Start of PROVIDED ENTRIES

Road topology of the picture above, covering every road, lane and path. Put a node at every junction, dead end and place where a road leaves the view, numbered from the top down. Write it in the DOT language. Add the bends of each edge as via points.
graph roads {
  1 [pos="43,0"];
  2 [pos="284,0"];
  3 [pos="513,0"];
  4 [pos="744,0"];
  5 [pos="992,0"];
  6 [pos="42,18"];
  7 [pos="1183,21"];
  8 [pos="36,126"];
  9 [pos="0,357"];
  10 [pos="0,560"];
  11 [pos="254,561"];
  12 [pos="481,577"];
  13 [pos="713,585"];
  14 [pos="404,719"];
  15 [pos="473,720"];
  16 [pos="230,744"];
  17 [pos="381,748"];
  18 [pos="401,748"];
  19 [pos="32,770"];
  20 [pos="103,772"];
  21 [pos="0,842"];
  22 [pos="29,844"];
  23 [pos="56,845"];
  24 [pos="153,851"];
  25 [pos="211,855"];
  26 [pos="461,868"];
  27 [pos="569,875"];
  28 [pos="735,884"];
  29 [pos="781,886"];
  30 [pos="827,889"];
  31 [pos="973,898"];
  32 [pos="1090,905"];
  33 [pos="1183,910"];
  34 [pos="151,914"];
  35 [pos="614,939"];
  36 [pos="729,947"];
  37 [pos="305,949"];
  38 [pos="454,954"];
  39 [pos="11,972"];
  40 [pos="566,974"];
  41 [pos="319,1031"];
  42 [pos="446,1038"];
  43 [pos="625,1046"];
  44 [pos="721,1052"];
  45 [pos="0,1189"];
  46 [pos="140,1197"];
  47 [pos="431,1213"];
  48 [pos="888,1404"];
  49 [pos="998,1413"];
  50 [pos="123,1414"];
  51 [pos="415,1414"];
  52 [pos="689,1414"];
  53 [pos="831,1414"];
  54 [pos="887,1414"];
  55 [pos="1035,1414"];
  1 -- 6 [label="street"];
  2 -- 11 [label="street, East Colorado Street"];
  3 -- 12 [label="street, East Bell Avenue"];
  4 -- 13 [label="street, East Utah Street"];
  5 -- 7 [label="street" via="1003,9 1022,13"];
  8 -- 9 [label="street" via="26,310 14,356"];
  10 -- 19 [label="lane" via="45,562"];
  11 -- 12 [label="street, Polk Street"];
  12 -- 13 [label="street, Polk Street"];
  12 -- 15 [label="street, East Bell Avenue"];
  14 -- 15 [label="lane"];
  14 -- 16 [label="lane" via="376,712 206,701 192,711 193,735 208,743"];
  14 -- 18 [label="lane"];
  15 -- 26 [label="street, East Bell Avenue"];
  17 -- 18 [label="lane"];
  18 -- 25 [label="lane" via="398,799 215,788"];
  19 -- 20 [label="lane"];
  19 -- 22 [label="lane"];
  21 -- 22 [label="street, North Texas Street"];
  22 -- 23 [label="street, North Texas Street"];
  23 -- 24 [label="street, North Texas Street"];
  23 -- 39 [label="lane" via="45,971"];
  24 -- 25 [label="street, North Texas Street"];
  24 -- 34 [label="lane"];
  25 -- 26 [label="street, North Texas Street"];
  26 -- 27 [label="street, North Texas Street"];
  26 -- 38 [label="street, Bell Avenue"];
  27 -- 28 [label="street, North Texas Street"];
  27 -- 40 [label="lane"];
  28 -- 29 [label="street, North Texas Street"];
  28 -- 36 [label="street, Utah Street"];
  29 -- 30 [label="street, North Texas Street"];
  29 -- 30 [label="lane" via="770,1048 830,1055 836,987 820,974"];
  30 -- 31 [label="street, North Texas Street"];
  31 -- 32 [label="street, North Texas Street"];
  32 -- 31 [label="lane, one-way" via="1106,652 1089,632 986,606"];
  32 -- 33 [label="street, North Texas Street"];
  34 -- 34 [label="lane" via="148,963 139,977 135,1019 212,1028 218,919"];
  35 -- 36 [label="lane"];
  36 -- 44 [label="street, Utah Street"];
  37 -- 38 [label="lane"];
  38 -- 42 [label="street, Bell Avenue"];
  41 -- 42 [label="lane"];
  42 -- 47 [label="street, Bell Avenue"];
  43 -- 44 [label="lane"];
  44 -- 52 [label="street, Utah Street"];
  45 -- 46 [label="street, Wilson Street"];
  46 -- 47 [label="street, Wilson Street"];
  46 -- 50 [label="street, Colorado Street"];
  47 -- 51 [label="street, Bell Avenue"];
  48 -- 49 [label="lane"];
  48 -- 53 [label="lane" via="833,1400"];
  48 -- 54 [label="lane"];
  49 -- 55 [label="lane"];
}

End of PROVIDED ENTRIES

◆ **PROBLEM**
Which lines of the data include "Avenue"? Copy each of them.

◆ **WRITTEN SOLUTION**
  3 -- 12 [label="street, East Bell Avenue"];
  12 -- 15 [label="street, East Bell Avenue"];
  15 -- 26 [label="street, East Bell Avenue"];
  26 -- 38 [label="street, Bell Avenue"];
  38 -- 42 [label="street, Bell Avenue"];
  42 -- 47 [label="street, Bell Avenue"];
  47 -- 51 [label="street, Bell Avenue"];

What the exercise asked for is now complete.